— Your objective —
In full and without alteration, print the entries that follow.

Dataset entries

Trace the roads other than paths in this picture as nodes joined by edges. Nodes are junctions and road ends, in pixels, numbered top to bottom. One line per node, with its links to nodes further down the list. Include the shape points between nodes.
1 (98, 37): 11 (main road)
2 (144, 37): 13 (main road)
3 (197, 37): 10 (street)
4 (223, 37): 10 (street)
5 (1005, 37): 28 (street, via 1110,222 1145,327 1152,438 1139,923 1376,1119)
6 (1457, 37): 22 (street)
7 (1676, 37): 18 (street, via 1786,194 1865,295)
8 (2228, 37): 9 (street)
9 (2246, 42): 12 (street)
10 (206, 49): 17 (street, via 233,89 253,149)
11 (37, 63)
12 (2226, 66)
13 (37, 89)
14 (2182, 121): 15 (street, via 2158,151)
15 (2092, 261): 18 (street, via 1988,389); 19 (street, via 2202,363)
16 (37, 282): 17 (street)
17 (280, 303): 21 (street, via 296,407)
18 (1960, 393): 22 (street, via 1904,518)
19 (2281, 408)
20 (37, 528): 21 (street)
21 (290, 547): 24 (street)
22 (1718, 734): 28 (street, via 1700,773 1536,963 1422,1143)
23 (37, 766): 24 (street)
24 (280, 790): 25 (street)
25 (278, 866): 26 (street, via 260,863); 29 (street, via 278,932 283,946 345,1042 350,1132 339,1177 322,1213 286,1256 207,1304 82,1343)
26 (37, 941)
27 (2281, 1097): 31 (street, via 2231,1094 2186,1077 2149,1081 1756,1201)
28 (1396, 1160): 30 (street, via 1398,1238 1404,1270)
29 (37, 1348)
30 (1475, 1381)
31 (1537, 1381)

— Reply —
Trace the roads other than paths in this picture as nodes joined by edges. Nodes are junctions and road ends, in pixels, numbered top to bottom. One line per node, with its links to nodes further down the list. Include the shape points between nodes.
1 (98, 37): 11 (main road)
2 (144, 37): 13 (main road)
3 (197, 37): 10 (street)
4 (223, 37): 10 (street)
5 (1005, 37): 28 (street, via 1110,222 1145,327 1152,438 1139,923 1376,1119)
6 (1457, 37): 22 (street)
7 (1676, 37): 18 (street, via 1786,194 1865,295)
8 (2228, 37): 9 (street)
9 (2246, 42): 12 (street)
10 (206, 49): 17 (street, via 233,89 253,149)
11 (37, 63)
12 (2226, 66)
13 (37, 89)
14 (2182, 121): 15 (street, via 2158,151)
15 (2092, 261): 18 (street, via 1988,389); 19 (street, via 2202,363)
16 (37, 282): 17 (street)
17 (280, 303): 21 (street, via 296,407)
18 (1960, 393): 22 (street, via 1904,518)
19 (2281, 408)
20 (37, 528): 21 (street)
21 (290, 547): 24 (street)
22 (1718, 734): 28 (street, via 1700,773 1536,963 1422,1143)
23 (37, 766): 24 (street)
24 (280, 790): 25 (street)
25 (278, 866): 26 (street, via 260,863); 29 (street, via 278,932 283,946 345,1042 350,1132 339,1177 322,1213 286,1256 207,1304 82,1343)
26 (37, 941)
27 (2281, 1097): 31 (street, via 2231,1094 2186,1077 2149,1081 1756,1201)
28 (1396, 1160): 30 (street, via 1398,1238 1404,1270)
29 (37, 1348)
30 (1475, 1381)
31 (1537, 1381)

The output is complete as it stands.